-- DATA follows --

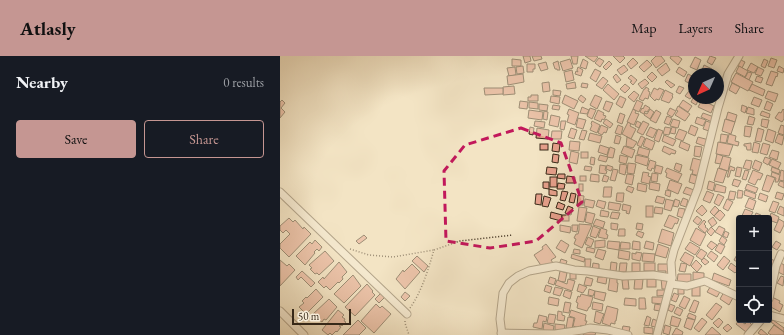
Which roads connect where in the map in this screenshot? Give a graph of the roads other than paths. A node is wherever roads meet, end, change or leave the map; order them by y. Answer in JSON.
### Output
{"nodes":[{"id":1,"x":739,"y":56,"type":"edge"},
{"id":2,"x":280,"y":192,"type":"edge"},
{"id":3,"x":781,"y":254,"type":"dead end"},
{"id":4,"x":671,"y":281,"type":"junction"},
{"id":5,"x":772,"y":287,"type":"edge"},
{"id":6,"x":736,"y":295,"type":"edge"},
{"id":7,"x":280,"y":311,"type":"edge"},
{"id":8,"x":407,"y":314,"type":"road end"},
{"id":9,"x":772,"y":316,"type":"edge"},
{"id":10,"x":784,"y":319,"type":"edge"},
{"id":11,"x":758,"y":323,"type":"edge"},
{"id":12,"x":501,"y":334,"type":"edge"},
{"id":13,"x":304,"y":335,"type":"edge"},
{"id":14,"x":628,"y":335,"type":"edge"},
{"id":15,"x":657,"y":335,"type":"edge"},
{"id":16,"x":748,"y":335,"type":"edge"}],
"edges":[{"from":1,"to":4,"type":"street"},
{"from":2,"to":8,"type":"street"},
{"from":3,"to":5,"type":"street"},
{"from":4,"to":6,"type":"street"},
{"from":4,"to":12,"type":"street"},
{"from":4,"to":15,"type":"street"},
{"from":7,"to":13,"type":"street"},
{"from":9,"to":10,"type":"street"},
{"from":11,"to":16,"type":"street"},
{"from":12,"to":14,"type":"street"}]}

-- DATA concluded --

EXERCISE DETAILS:
All the records need to be retyped word for word, except for the pictures.

RESULT FOR THIS EXERCISE:
Which roads connect where in the map in this screenshot? Give a graph of the roads other than paths. A node is wherever roads meet, end, change or leave the map; order them by y. Answer in JSON.
### Output
{"nodes":[{"id":1,"x":739,"y":56,"type":"edge"},
{"id":2,"x":280,"y":192,"type":"edge"},
{"id":3,"x":781,"y":254,"type":"dead end"},
{"id":4,"x":671,"y":281,"type":"junction"},
{"id":5,"x":772,"y":287,"type":"edge"},
{"id":6,"x":736,"y":295,"type":"edge"},
{"id":7,"x":280,"y":311,"type":"edge"},
{"id":8,"x":407,"y":314,"type":"road end"},
{"id":9,"x":772,"y":316,"type":"edge"},
{"id":10,"x":784,"y":319,"type":"edge"},
{"id":11,"x":758,"y":323,"type":"edge"},
{"id":12,"x":501,"y":334,"type":"edge"},
{"id":13,"x":304,"y":335,"type":"edge"},
{"id":14,"x":628,"y":335,"type":"edge"},
{"id":15,"x":657,"y":335,"type":"edge"},
{"id":16,"x":748,"y":335,"type":"edge"}],
"edges":[{"from":1,"to":4,"type":"street"},
{"from":2,"to":8,"type":"street"},
{"from":3,"to":5,"type":"street"},
{"from":4,"to":6,"type":"street"},
{"from":4,"to":12,"type":"street"},
{"from":4,"to":15,"type":"street"},
{"from":7,"to":13,"type":"street"},
{"from":9,"to":10,"type":"street"},
{"from":11,"to":16,"type":"street"},
{"from":12,"to":14,"type":"street"}]}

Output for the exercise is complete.